Hi!

I am using ray rllib in combination with a traffic simulator in order to train an agent that controls traffic lights.

Let’s say the min green time of a traffic light phase is 5sec and the transition time (green -> yellow -> red) is 3 sec. I.e. my agent ist interacting with the traffic lights non-periodically (sometimes 5s and sometimes 3s+5s=8s), which is different to the “normal” Markov Decision Process Framework.
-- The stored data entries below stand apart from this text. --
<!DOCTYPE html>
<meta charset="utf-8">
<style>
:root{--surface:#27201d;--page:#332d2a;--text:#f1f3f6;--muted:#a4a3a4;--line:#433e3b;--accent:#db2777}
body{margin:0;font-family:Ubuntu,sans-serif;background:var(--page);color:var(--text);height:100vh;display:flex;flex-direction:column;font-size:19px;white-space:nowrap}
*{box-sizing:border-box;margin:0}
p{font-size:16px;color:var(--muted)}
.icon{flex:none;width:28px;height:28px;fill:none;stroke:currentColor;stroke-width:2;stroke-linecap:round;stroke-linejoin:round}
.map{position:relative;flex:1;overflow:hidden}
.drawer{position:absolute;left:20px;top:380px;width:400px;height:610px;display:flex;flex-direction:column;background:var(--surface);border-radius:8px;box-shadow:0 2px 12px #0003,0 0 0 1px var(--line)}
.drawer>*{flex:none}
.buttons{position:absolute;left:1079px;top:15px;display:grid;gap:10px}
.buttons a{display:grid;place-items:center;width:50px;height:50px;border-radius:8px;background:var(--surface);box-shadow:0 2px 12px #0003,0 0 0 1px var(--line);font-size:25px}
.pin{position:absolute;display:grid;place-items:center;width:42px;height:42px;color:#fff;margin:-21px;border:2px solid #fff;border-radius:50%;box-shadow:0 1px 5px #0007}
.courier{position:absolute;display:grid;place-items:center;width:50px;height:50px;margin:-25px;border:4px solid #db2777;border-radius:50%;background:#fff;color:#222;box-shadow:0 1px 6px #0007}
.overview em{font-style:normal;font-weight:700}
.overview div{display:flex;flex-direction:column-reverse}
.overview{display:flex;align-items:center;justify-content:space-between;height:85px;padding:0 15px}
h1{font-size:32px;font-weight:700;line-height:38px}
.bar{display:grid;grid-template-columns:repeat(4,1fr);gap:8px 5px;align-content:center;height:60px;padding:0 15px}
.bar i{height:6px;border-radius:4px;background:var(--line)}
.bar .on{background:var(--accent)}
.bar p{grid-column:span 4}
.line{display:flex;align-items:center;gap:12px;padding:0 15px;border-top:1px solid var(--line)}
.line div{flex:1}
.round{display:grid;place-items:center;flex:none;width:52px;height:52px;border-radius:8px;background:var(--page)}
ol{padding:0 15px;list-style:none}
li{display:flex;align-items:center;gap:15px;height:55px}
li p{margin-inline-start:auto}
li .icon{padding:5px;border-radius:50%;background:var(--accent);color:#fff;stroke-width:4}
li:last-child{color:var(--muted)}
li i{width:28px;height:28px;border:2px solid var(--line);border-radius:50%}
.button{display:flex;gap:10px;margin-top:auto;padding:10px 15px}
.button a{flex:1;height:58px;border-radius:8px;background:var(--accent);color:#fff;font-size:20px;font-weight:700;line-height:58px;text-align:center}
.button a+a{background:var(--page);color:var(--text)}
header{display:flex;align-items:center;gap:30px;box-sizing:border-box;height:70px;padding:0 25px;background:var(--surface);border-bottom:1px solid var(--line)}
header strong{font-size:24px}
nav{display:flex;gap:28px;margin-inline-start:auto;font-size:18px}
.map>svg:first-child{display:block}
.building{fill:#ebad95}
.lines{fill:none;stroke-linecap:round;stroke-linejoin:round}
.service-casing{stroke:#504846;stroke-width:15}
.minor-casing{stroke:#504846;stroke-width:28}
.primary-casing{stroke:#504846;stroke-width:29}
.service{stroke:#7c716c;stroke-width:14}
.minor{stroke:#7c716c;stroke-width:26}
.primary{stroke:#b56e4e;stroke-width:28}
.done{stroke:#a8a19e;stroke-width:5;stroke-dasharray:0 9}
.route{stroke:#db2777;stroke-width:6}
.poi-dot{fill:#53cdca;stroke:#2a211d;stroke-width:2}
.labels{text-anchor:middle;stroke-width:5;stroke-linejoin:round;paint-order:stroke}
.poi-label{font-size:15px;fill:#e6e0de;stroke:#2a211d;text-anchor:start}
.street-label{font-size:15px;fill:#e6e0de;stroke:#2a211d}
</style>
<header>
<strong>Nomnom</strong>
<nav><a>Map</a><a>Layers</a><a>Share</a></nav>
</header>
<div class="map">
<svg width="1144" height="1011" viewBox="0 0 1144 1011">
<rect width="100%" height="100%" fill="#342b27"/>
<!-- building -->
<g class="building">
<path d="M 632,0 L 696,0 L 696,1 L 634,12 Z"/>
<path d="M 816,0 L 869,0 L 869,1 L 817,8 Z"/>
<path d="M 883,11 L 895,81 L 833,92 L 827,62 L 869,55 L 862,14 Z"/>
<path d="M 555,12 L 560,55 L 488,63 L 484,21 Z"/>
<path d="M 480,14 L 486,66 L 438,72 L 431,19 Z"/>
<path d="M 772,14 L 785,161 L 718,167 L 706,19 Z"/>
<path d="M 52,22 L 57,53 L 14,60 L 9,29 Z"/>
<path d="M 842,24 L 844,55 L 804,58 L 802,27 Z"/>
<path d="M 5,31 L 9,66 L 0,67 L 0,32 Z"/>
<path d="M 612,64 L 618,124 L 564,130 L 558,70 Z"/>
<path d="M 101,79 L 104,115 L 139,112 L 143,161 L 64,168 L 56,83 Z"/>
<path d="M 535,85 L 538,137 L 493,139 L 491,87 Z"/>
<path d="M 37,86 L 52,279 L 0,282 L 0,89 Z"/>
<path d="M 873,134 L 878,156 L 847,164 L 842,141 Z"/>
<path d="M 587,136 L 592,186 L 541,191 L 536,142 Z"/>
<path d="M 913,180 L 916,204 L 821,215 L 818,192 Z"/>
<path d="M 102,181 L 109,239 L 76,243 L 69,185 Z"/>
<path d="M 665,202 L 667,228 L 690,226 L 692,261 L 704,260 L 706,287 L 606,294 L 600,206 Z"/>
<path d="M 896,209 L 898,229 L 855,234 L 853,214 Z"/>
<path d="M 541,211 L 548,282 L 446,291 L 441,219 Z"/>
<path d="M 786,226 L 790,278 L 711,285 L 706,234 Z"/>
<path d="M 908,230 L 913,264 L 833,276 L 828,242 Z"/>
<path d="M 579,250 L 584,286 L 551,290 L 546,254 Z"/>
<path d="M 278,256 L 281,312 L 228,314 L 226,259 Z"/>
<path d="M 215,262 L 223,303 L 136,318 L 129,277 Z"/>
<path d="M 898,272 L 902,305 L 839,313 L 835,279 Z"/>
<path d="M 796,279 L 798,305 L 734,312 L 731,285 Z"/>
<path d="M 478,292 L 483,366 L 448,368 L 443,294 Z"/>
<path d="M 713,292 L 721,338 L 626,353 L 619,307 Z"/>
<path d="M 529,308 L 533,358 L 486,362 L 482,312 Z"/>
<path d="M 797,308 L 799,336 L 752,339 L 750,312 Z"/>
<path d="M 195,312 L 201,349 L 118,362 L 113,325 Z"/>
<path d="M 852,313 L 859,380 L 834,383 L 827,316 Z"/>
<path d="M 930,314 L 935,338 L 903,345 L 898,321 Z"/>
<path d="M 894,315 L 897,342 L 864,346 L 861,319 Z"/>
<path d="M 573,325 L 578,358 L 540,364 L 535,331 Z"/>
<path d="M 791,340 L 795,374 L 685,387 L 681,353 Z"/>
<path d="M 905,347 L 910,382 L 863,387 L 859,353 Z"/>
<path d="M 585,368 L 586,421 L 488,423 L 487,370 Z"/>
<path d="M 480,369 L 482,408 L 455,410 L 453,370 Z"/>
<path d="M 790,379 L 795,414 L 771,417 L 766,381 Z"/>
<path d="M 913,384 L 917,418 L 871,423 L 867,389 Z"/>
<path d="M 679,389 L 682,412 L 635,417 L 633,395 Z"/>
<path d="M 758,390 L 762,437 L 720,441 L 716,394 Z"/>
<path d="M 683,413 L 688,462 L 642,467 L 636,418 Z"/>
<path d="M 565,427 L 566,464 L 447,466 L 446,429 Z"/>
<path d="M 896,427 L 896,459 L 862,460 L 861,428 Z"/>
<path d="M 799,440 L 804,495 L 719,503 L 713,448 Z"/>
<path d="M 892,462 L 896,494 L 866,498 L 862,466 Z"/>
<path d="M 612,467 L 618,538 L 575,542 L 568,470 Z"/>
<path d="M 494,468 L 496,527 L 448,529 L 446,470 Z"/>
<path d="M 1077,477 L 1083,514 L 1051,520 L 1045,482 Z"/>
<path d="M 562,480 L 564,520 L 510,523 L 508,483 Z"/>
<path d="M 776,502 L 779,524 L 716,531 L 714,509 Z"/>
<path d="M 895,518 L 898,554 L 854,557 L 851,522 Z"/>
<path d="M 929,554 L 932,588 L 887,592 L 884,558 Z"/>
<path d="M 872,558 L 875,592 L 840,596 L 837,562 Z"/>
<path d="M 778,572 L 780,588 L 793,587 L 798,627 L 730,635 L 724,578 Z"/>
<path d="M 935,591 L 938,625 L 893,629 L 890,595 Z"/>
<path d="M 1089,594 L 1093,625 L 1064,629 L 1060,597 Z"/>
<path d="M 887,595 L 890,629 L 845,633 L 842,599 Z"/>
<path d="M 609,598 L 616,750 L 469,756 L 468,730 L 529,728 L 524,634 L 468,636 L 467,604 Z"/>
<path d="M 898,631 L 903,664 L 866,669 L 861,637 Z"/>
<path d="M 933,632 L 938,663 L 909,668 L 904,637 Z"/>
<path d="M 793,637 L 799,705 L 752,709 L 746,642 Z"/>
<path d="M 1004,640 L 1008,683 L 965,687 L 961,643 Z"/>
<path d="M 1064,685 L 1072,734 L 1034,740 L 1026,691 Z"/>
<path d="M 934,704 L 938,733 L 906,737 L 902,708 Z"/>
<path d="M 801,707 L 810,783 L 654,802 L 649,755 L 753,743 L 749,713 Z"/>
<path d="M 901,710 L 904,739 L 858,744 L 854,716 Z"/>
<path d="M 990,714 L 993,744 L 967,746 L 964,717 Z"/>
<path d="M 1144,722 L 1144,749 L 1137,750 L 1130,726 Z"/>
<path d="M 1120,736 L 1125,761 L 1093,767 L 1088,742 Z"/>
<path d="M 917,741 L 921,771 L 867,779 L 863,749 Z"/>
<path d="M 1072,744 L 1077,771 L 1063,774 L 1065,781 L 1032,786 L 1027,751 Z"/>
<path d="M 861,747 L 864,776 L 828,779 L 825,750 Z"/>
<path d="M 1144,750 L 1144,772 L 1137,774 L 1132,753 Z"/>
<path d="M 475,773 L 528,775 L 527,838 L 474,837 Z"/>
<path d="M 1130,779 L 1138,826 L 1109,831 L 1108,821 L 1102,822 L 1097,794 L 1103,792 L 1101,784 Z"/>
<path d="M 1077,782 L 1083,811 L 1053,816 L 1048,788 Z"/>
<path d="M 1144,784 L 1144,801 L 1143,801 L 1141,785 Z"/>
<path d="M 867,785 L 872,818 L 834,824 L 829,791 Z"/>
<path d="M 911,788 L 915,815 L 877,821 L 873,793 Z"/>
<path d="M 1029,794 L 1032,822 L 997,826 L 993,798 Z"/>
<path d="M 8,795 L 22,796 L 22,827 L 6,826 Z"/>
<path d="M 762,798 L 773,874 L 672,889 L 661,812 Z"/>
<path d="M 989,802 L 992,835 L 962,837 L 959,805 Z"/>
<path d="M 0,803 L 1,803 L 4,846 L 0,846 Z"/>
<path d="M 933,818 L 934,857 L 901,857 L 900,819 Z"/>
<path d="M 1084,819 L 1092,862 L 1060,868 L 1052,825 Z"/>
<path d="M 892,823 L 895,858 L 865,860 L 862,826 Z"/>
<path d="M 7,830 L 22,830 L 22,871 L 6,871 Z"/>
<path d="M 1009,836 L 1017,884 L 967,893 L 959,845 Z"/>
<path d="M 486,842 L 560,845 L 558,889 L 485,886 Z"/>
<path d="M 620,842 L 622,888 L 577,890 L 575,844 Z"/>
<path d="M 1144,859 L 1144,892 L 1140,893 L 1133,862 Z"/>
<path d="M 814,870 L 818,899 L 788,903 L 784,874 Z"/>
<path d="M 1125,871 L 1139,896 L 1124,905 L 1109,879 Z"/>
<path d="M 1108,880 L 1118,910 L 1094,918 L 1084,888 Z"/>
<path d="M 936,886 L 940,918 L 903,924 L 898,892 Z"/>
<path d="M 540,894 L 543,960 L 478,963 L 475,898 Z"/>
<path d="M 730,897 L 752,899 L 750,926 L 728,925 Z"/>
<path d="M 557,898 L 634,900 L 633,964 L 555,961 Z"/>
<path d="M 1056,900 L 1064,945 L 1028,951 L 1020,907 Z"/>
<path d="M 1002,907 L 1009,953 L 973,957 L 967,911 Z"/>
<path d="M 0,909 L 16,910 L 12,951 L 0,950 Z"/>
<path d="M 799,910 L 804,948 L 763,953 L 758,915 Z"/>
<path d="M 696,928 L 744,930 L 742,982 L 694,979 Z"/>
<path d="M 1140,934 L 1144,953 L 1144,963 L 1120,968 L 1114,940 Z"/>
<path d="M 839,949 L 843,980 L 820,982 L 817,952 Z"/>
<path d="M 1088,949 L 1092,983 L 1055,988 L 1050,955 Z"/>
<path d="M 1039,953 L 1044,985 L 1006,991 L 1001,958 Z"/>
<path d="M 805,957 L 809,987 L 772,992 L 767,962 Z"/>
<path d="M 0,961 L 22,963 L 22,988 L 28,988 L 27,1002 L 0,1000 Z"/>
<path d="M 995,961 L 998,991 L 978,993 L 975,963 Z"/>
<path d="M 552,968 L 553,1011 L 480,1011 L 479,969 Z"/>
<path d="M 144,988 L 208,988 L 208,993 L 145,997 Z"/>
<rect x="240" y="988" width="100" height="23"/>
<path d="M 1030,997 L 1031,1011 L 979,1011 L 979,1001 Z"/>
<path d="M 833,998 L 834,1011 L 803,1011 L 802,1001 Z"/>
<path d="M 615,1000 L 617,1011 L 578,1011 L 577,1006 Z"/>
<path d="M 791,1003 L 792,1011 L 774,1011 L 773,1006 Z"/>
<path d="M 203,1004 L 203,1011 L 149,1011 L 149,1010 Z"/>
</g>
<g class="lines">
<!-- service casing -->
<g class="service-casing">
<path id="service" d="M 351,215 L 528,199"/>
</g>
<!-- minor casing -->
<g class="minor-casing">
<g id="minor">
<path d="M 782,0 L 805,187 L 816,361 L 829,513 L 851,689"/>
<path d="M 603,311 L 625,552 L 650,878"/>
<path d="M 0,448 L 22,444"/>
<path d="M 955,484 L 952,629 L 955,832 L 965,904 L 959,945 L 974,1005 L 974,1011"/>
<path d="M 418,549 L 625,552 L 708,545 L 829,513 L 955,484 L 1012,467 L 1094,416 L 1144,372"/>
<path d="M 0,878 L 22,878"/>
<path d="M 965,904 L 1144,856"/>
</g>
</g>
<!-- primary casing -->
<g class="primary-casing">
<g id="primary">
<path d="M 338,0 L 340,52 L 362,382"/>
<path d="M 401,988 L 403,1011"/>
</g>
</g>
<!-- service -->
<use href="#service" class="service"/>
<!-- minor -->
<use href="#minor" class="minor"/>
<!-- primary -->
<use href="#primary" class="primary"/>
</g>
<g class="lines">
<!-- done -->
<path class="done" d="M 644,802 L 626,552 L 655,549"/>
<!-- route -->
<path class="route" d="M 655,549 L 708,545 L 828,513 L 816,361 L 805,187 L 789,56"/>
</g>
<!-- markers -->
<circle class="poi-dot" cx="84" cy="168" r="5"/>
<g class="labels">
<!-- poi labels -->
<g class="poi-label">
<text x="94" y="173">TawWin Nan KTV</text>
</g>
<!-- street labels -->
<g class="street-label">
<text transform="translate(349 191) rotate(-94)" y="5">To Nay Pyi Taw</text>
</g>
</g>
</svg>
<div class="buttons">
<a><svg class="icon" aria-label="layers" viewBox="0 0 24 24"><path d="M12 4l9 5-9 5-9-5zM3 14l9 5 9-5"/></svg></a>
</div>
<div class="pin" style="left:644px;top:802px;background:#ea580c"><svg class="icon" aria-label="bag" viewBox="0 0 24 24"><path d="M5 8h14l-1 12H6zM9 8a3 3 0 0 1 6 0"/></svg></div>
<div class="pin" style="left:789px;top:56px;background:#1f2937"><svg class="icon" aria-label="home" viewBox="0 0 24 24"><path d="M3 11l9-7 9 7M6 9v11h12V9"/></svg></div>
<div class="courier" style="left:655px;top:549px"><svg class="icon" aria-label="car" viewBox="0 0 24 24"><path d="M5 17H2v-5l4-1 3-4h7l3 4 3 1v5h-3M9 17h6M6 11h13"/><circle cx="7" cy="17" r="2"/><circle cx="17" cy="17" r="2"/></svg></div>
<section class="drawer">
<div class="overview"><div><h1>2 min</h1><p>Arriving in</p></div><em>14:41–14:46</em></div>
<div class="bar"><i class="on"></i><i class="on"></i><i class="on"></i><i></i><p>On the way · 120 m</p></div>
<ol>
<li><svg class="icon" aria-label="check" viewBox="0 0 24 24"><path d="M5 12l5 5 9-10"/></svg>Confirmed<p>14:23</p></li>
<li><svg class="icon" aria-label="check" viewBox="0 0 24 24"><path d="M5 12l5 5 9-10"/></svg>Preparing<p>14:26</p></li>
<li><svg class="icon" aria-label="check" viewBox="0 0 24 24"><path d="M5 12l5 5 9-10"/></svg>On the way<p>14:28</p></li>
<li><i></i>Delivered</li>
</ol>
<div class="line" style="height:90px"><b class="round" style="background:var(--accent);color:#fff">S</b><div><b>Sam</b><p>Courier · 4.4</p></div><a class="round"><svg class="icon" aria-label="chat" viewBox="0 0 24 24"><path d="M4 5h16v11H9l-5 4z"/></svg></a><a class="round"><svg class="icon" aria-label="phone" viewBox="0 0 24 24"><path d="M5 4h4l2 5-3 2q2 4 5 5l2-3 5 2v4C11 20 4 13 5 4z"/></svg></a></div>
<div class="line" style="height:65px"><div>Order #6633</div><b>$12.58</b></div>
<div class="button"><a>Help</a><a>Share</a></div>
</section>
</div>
In order to tackle this, I have to use the Semi Markov Decision Process Framework. For Q-learning this modifies the TD error as follows:

`r_t + gamma * r_{t+1} + ... + gamma^N * r_{t+N} + gamma^{N+1} * maxQ(s',a') - Q(s,a)`

where `r_t, r_{t+1} ...`

are equally spaced intermediate rewards, which are calculated every 1 seconds.

The calculation of `r_t + gamma * r_{t+1} + ... + gamma^N * r_{t+N} `

is done in my custom environment.

But dependent on the distance between two interactions points of my agent with the traffic lights (5s or 8s) the algorithm has to discount `maxQ(s',a')`

with a different `N`

in `gamma^{N+1}`

. How can I tell the algorithm (DQN or APEX) which discount factor to choose?

Thanks guys in advance for any suggestions!